───── SUPPLIED DATA
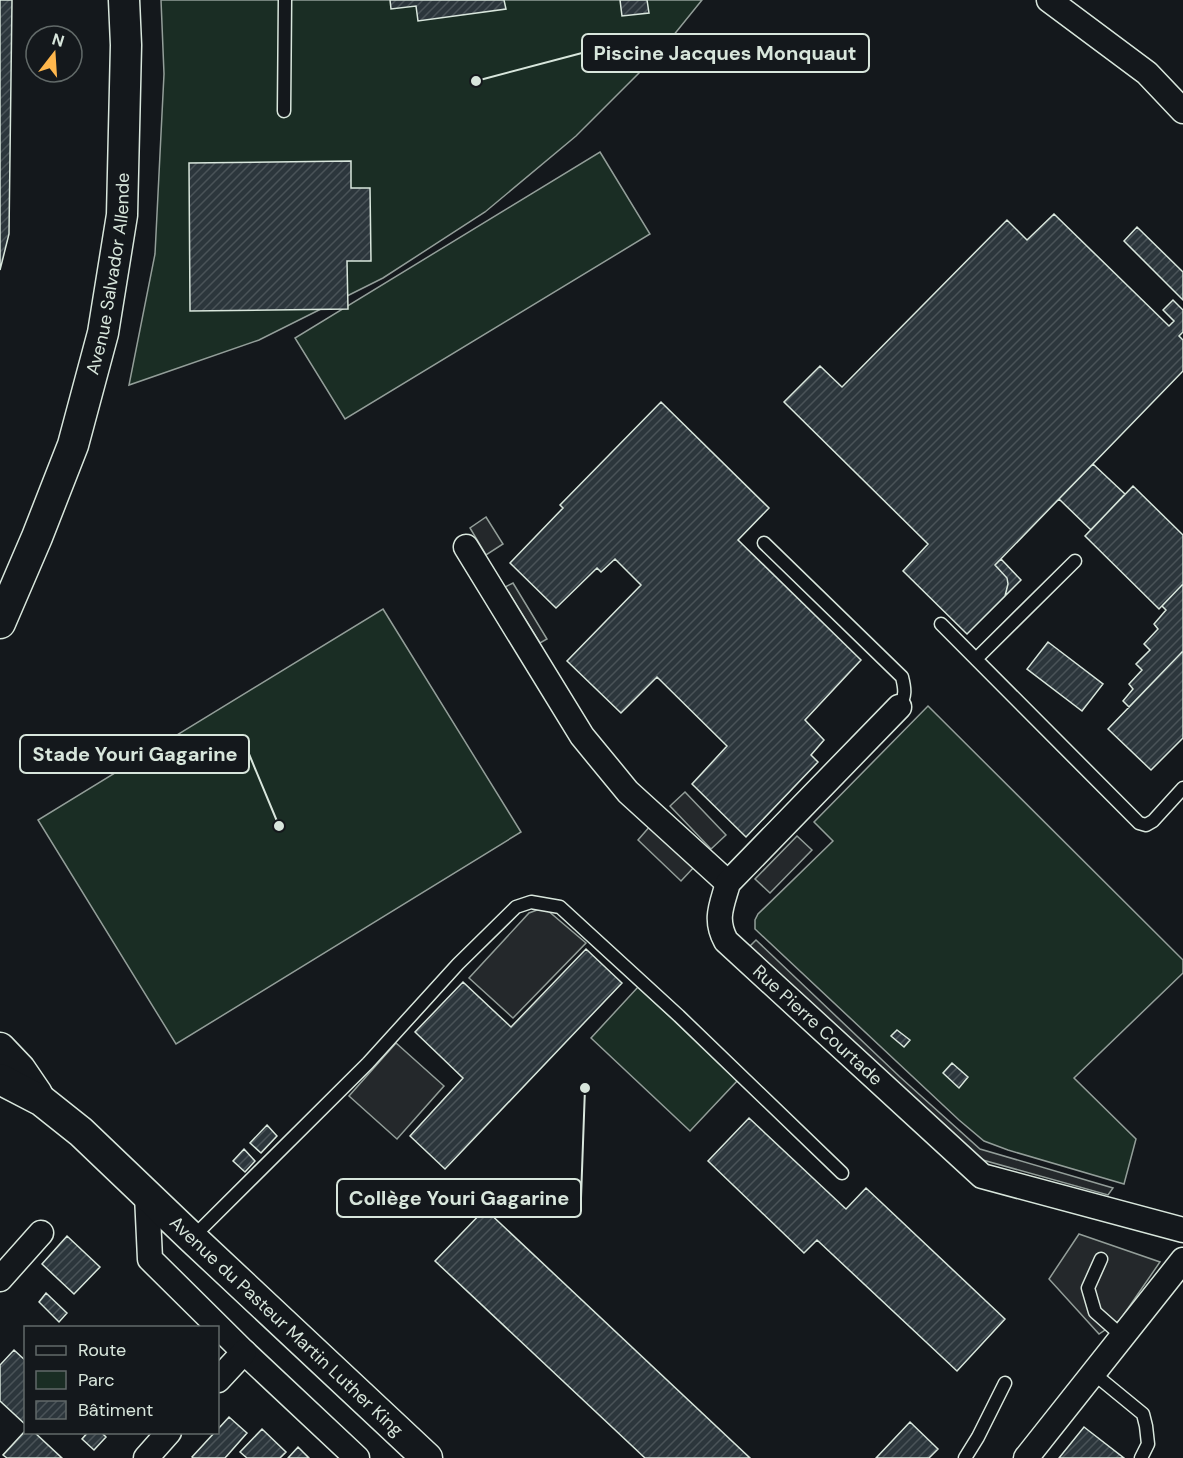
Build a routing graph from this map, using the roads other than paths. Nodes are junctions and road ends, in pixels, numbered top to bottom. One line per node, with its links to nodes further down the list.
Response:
1 (124, 0): 6 (street, Avenue Salvador Allende)
2 (285, 0): 4 (lane)
3 (1048, 0): 5 (street)
4 (284, 111)
5 (1183, 111)
6 (37, 537): 10 (street, Avenue Salvador Allende); 11 (street, Avenue Salvador Allende)
7 (764, 543): 14 (lane)
8 (466, 547): 16 (street)
9 (1075, 561): 13 (lane)
10 (0, 589)
11 (0, 623)
12 (941, 624): 13 (lane)
13 (976, 659): 15 (lane)
14 (899, 707): 16 (street, Rue Pierre Courtade)
15 (1183, 788)
16 (728, 883): 22 (street, Rue Pierre Courtade)
17 (0, 1048): 19 (street, Avenue du Pasteur Martin Luther King)
18 (0, 1079): 19 (street, Avenue du Pasteur Martin Luther King)
19 (42, 1101): 21 (street, Avenue du Pasteur Martin Luther King)
20 (842, 1173): 24 (lane)
21 (147, 1195): 24 (street, Avenue du Pasteur Martin Luther King); 28 (street, Avenue du Pasteur Martin Luther King)
22 (1183, 1230)
23 (41, 1233): 27 (street)
24 (192, 1238): 38 (street, Avenue du Pasteur Martin Luther King)
25 (1101, 1259): 30 (lane)
26 (1183, 1260): 30 (street)
27 (0, 1279)
28 (217, 1326)
29 (219, 1328): 31 (street, Avenue du Pasteur Martin Luther King)
30 (1122, 1336): 32 (street)
31 (244, 1352): 33 (street); 37 (street, Avenue du Pasteur Martin Luther King)
32 (1093, 1373): 40 (street); 41 (lane)
33 (219, 1379)
34 (1005, 1383): 39 (lane)
35 (167, 1434): 36 (street)
36 (146, 1458)
37 (357, 1458)
38 (427, 1458)
39 (965, 1458)
40 (1026, 1458)
41 (1141, 1458)

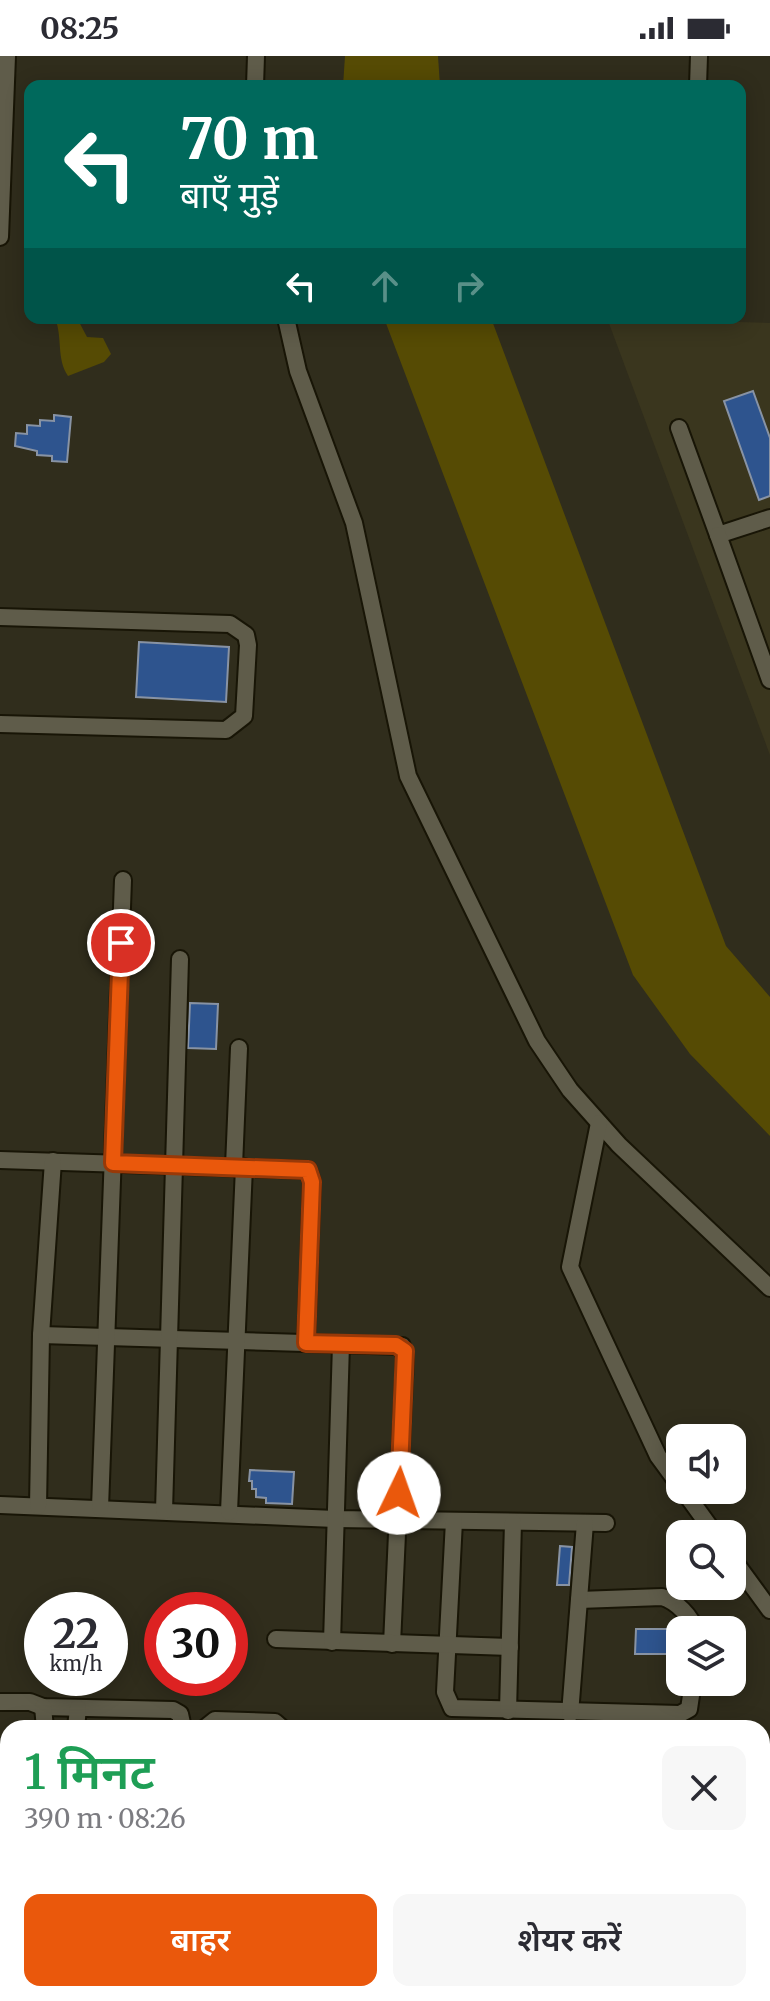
──────────
### TASK DESCRIPTION:
A faithful copy of every entry is needed, omitting each image.

### OUTPUT FOR THIS EXERCISE:
Build a routing graph from this map, using the roads other than paths. Nodes are junctions and road ends, in pixels, numbered top to bottom. One line per node, with its links to nodes further down the list.
Response:
1 (124, 0): 6 (street, Avenue Salvador Allende)
2 (285, 0): 4 (lane)
3 (1048, 0): 5 (street)
4 (284, 111)
5 (1183, 111)
6 (37, 537): 10 (street, Avenue Salvador Allende); 11 (street, Avenue Salvador Allende)
7 (764, 543): 14 (lane)
8 (466, 547): 16 (street)
9 (1075, 561): 13 (lane)
10 (0, 589)
11 (0, 623)
12 (941, 624): 13 (lane)
13 (976, 659): 15 (lane)
14 (899, 707): 16 (street, Rue Pierre Courtade)
15 (1183, 788)
16 (728, 883): 22 (street, Rue Pierre Courtade)
17 (0, 1048): 19 (street, Avenue du Pasteur Martin Luther King)
18 (0, 1079): 19 (street, Avenue du Pasteur Martin Luther King)
19 (42, 1101): 21 (street, Avenue du Pasteur Martin Luther King)
20 (842, 1173): 24 (lane)
21 (147, 1195): 24 (street, Avenue du Pasteur Martin Luther King); 28 (street, Avenue du Pasteur Martin Luther King)
22 (1183, 1230)
23 (41, 1233): 27 (street)
24 (192, 1238): 38 (street, Avenue du Pasteur Martin Luther King)
25 (1101, 1259): 30 (lane)
26 (1183, 1260): 30 (street)
27 (0, 1279)
28 (217, 1326)
29 (219, 1328): 31 (street, Avenue du Pasteur Martin Luther King)
30 (1122, 1336): 32 (street)
31 (244, 1352): 33 (street); 37 (street, Avenue du Pasteur Martin Luther King)
32 (1093, 1373): 40 (street); 41 (lane)
33 (219, 1379)
34 (1005, 1383): 39 (lane)
35 (167, 1434): 36 (street)
36 (146, 1458)
37 (357, 1458)
38 (427, 1458)
39 (965, 1458)
40 (1026, 1458)
41 (1141, 1458)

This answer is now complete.